**Problem description**
The whole listing, except its pictures, is to be repeated exactly.

### Records shown

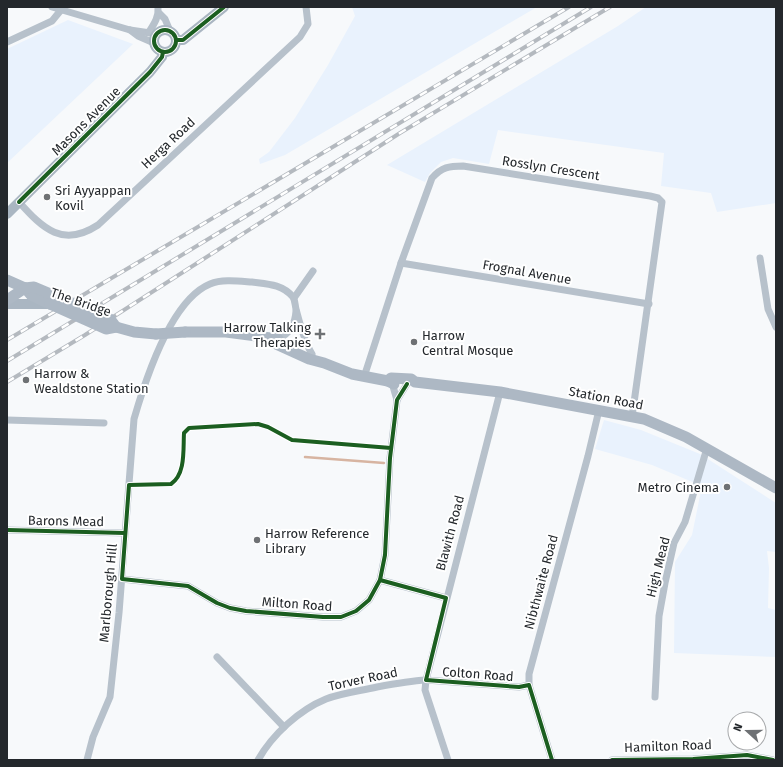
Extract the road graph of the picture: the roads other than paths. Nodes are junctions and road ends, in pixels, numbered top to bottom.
1 (52, 7) edge
2 (224, 7) edge
3 (306, 7) edge
4 (61, 10) junction
5 (158, 10) edge
6 (130, 30) junction
7 (170, 31) junction
8 (153, 36) junction
9 (176, 40) junction
10 (7, 42) edge
11 (163, 52) junction
12 (19, 202) junction
13 (7, 214) edge
14 (760, 258) dead end
15 (402, 263) junction
16 (313, 271) dead end
17 (7, 280) edge
18 (25, 288) junction
19 (294, 298) junction
20 (9, 302) edge
21 (50, 304) junction
22 (649, 304) junction
23 (296, 309) junction
24 (116, 327) junction
25 (776, 327) edge
26 (274, 339) junction
27 (312, 354) junction
28 (324, 363) junction
29 (364, 377) junction
30 (390, 382) junction
31 (411, 383) junction
32 (500, 392) junction
33 (397, 400) junction
34 (599, 410) junction
35 (632, 416) junction
36 (7, 420) edge
37 (104, 423) dead end
38 (707, 448) junction
39 (776, 488) edge
40 (7, 530) edge
41 (125, 533) junction
42 (122, 579) junction
43 (380, 580) junction
44 (446, 598) junction
45 (217, 657) dead end
46 (426, 680) junction
47 (529, 685) junction
48 (655, 697) dead end
49 (284, 727) junction
50 (693, 759) edge
51 (87, 760) edge
52 (258, 760) edge
53 (448, 760) edge
54 (552, 760) edge
55 (612, 760) edge
56 (773, 760) edge

1 - 4 street
2 - 9 street
3 - 12 street, Herga Road
4 - 6 street
4 - 10 street
5 - 7 street
5 - 8 street
6 - 8 street
6 - 8 street
7 - 8 street
7 - 9 street
8 - 11 street
9 - 11 street
11 - 12 street, Masons Avenue
12 - 13 street, Masons Avenue
14 - 25 street
15 - 22 street, Frognal Avenue
15 - 22 street, Rosslyn Crescent
15 - 29 street, Rosslyn Crescent
16 - 19 street
17 - 18 main road
18 - 20 main road
18 - 21 main road
18 - 24 main road, The Bridge, bridge
19 - 23 street
19 - 41 street, Marlborough Hill
20 - 21 street, The Bridge
21 - 24 main road, The Bridge, bridge
22 - 35 street, Rosslyn Crescent
23 - 26 street
23 - 27 street
24 - 26 main road, bridge
26 - 27 main road, Station Road
26 - 28 main road, Station Road
27 - 28 main road, Station Road
28 - 29 main road, Station Road
29 - 30 main road, Station Road
30 - 31 main road, Station Road
30 - 33 street, Milton Road
31 - 32 main road, Station Road
31 - 33 street, Milton Road
32 - 34 main road, Station Road
32 - 44 street, Blawith Road
33 - 43 street, Milton Road
34 - 35 main road, Station Road
34 - 47 street, Nibthwaite Road
35 - 38 main road, Station Road
36 - 37 street
38 - 39 main road, Station Road
38 - 48 street, High Mead
40 - 41 street, Barons Mead
41 - 42 street, Marlborough Hill
42 - 43 street, Milton Road
42 - 51 street, Marlborough Hill
43 - 44 street
44 - 46 street, Blawith Road
45 - 49 street
46 - 47 street, Colton Road
46 - 49 street, Torver Road
46 - 53 street, Blawith Road
47 - 54 street, Nibthwaite Road
49 - 52 street, Torver Road
50 - 55 street, Hamilton Road
50 - 56 street, Hamilton Road

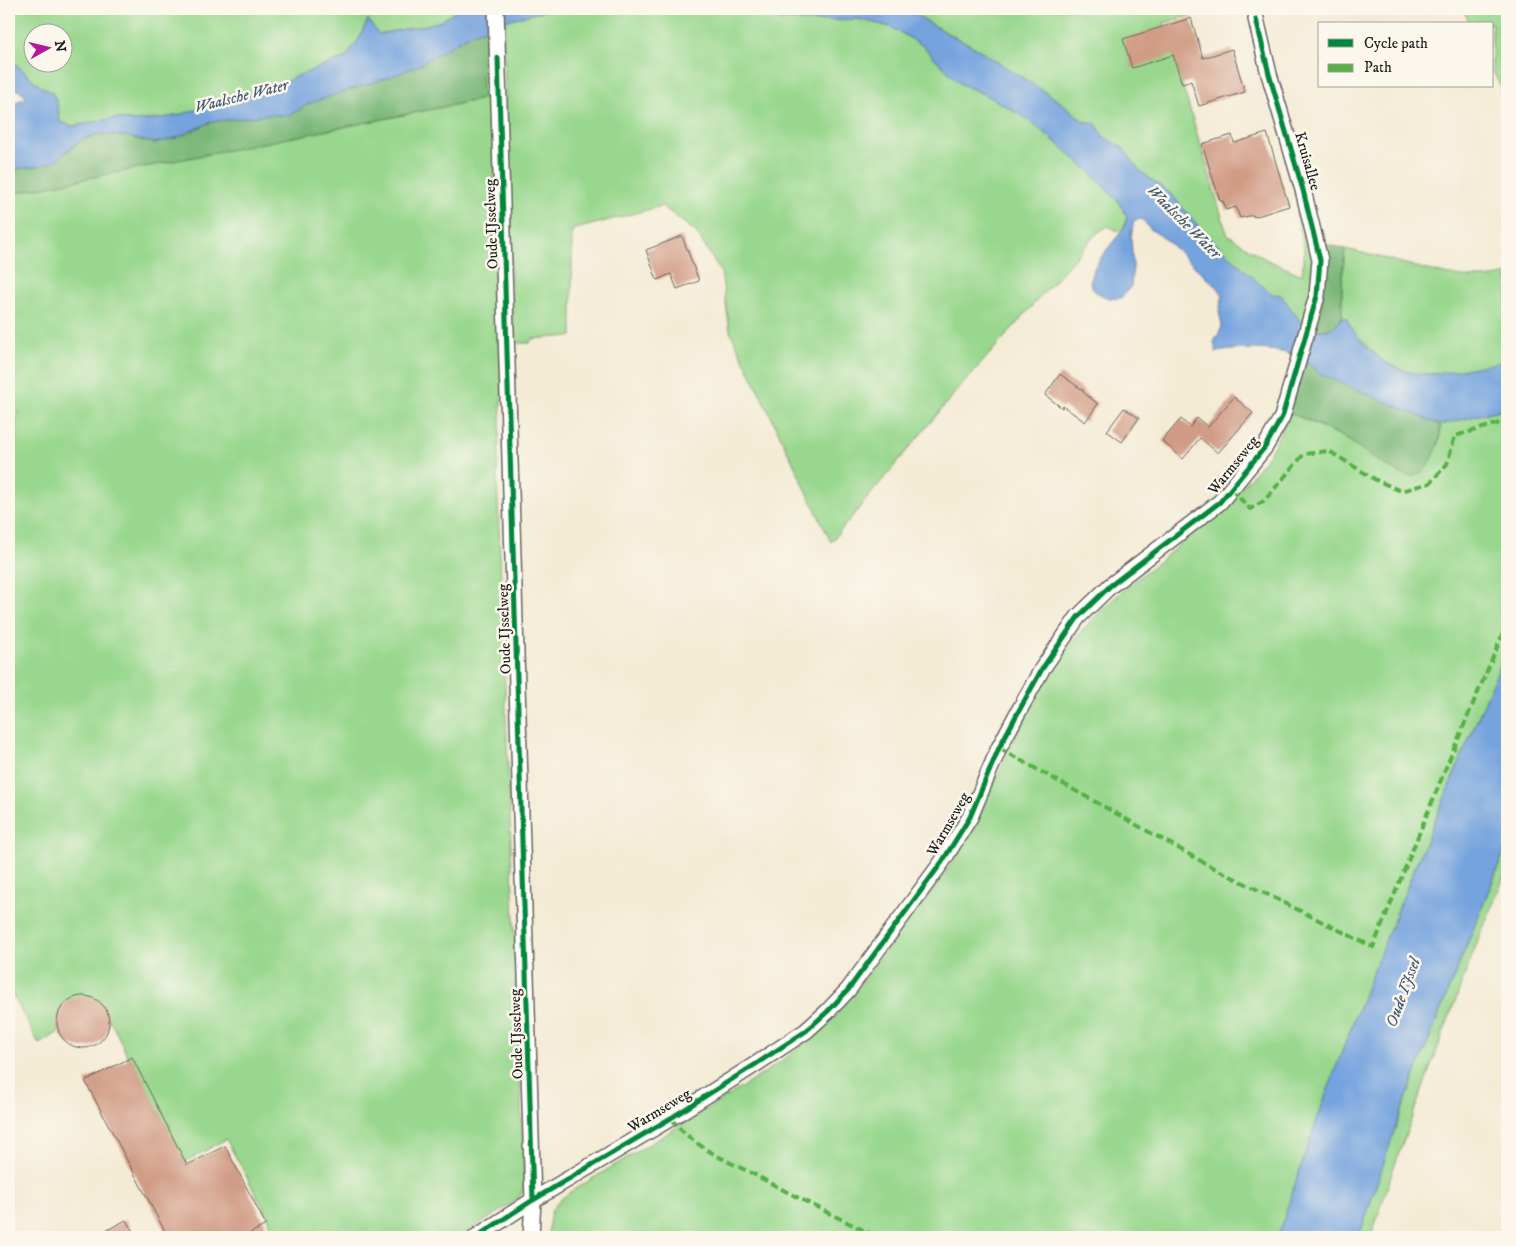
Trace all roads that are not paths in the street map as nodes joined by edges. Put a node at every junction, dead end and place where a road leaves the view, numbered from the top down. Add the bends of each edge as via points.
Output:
1 (496, 9) edge
2 (1256, 19) dead end
3 (1312, 312) joint
4 (533, 1200) junction
5 (476, 1237) edge
6 (531, 1237) edge

1 - 4 street, Oude IJsselweg
2 - 3 street, Kruisallee via 1319,250 1320,277
3 - 4 street, Warmseweg via 1282,417 1265,447 1220,502 1110,586 1078,616 1042,669 1016,716 970,817 942,862 848,990 806,1031 671,1118
4 - 5 street, Warmseweg
4 - 6 street, Oude IJsselweg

######

**Answer for this exercise**
Extract the road graph of the picture: the roads other than paths. Nodes are junctions and road ends, in pixels, numbered top to bottom.
1 (52, 7) edge
2 (224, 7) edge
3 (306, 7) edge
4 (61, 10) junction
5 (158, 10) edge
6 (130, 30) junction
7 (170, 31) junction
8 (153, 36) junction
9 (176, 40) junction
10 (7, 42) edge
11 (163, 52) junction
12 (19, 202) junction
13 (7, 214) edge
14 (760, 258) dead end
15 (402, 263) junction
16 (313, 271) dead end
17 (7, 280) edge
18 (25, 288) junction
19 (294, 298) junction
20 (9, 302) edge
21 (50, 304) junction
22 (649, 304) junction
23 (296, 309) junction
24 (116, 327) junction
25 (776, 327) edge
26 (274, 339) junction
27 (312, 354) junction
28 (324, 363) junction
29 (364, 377) junction
30 (390, 382) junction
31 (411, 383) junction
32 (500, 392) junction
33 (397, 400) junction
34 (599, 410) junction
35 (632, 416) junction
36 (7, 420) edge
37 (104, 423) dead end
38 (707, 448) junction
39 (776, 488) edge
40 (7, 530) edge
41 (125, 533) junction
42 (122, 579) junction
43 (380, 580) junction
44 (446, 598) junction
45 (217, 657) dead end
46 (426, 680) junction
47 (529, 685) junction
48 (655, 697) dead end
49 (284, 727) junction
50 (693, 759) edge
51 (87, 760) edge
52 (258, 760) edge
53 (448, 760) edge
54 (552, 760) edge
55 (612, 760) edge
56 (773, 760) edge

1 - 4 street
2 - 9 street
3 - 12 street, Herga Road
4 - 6 street
4 - 10 street
5 - 7 street
5 - 8 street
6 - 8 street
6 - 8 street
7 - 8 street
7 - 9 street
8 - 11 street
9 - 11 street
11 - 12 street, Masons Avenue
12 - 13 street, Masons Avenue
14 - 25 street
15 - 22 street, Frognal Avenue
15 - 22 street, Rosslyn Crescent
15 - 29 street, Rosslyn Crescent
16 - 19 street
17 - 18 main road
18 - 20 main road
18 - 21 main road
18 - 24 main road, The Bridge, bridge
19 - 23 street
19 - 41 street, Marlborough Hill
20 - 21 street, The Bridge
21 - 24 main road, The Bridge, bridge
22 - 35 street, Rosslyn Crescent
23 - 26 street
23 - 27 street
24 - 26 main road, bridge
26 - 27 main road, Station Road
26 - 28 main road, Station Road
27 - 28 main road, Station Road
28 - 29 main road, Station Road
29 - 30 main road, Station Road
30 - 31 main road, Station Road
30 - 33 street, Milton Road
31 - 32 main road, Station Road
31 - 33 street, Milton Road
32 - 34 main road, Station Road
32 - 44 street, Blawith Road
33 - 43 street, Milton Road
34 - 35 main road, Station Road
34 - 47 street, Nibthwaite Road
35 - 38 main road, Station Road
36 - 37 street
38 - 39 main road, Station Road
38 - 48 street, High Mead
40 - 41 street, Barons Mead
41 - 42 street, Marlborough Hill
42 - 43 street, Milton Road
42 - 51 street, Marlborough Hill
43 - 44 street
44 - 46 street, Blawith Road
45 - 49 street
46 - 47 street, Colton Road
46 - 49 street, Torver Road
46 - 53 street, Blawith Road
47 - 54 street, Nibthwaite Road
49 - 52 street, Torver Road
50 - 55 street, Hamilton Road
50 - 56 street, Hamilton Road

Trace all roads that are not paths in the street map as nodes joined by edges. Put a node at every junction, dead end and place where a road leaves the view, numbered from the top down. Add the bends of each edge as via points.
Output:
1 (496, 9) edge
2 (1256, 19) dead end
3 (1312, 312) joint
4 (533, 1200) junction
5 (476, 1237) edge
6 (531, 1237) edge

1 - 4 street, Oude IJsselweg
2 - 3 street, Kruisallee via 1319,250 1320,277
3 - 4 street, Warmseweg via 1282,417 1265,447 1220,502 1110,586 1078,616 1042,669 1016,716 970,817 942,862 848,990 806,1031 671,1118
4 - 5 street, Warmseweg
4 - 6 street, Oude IJsselweg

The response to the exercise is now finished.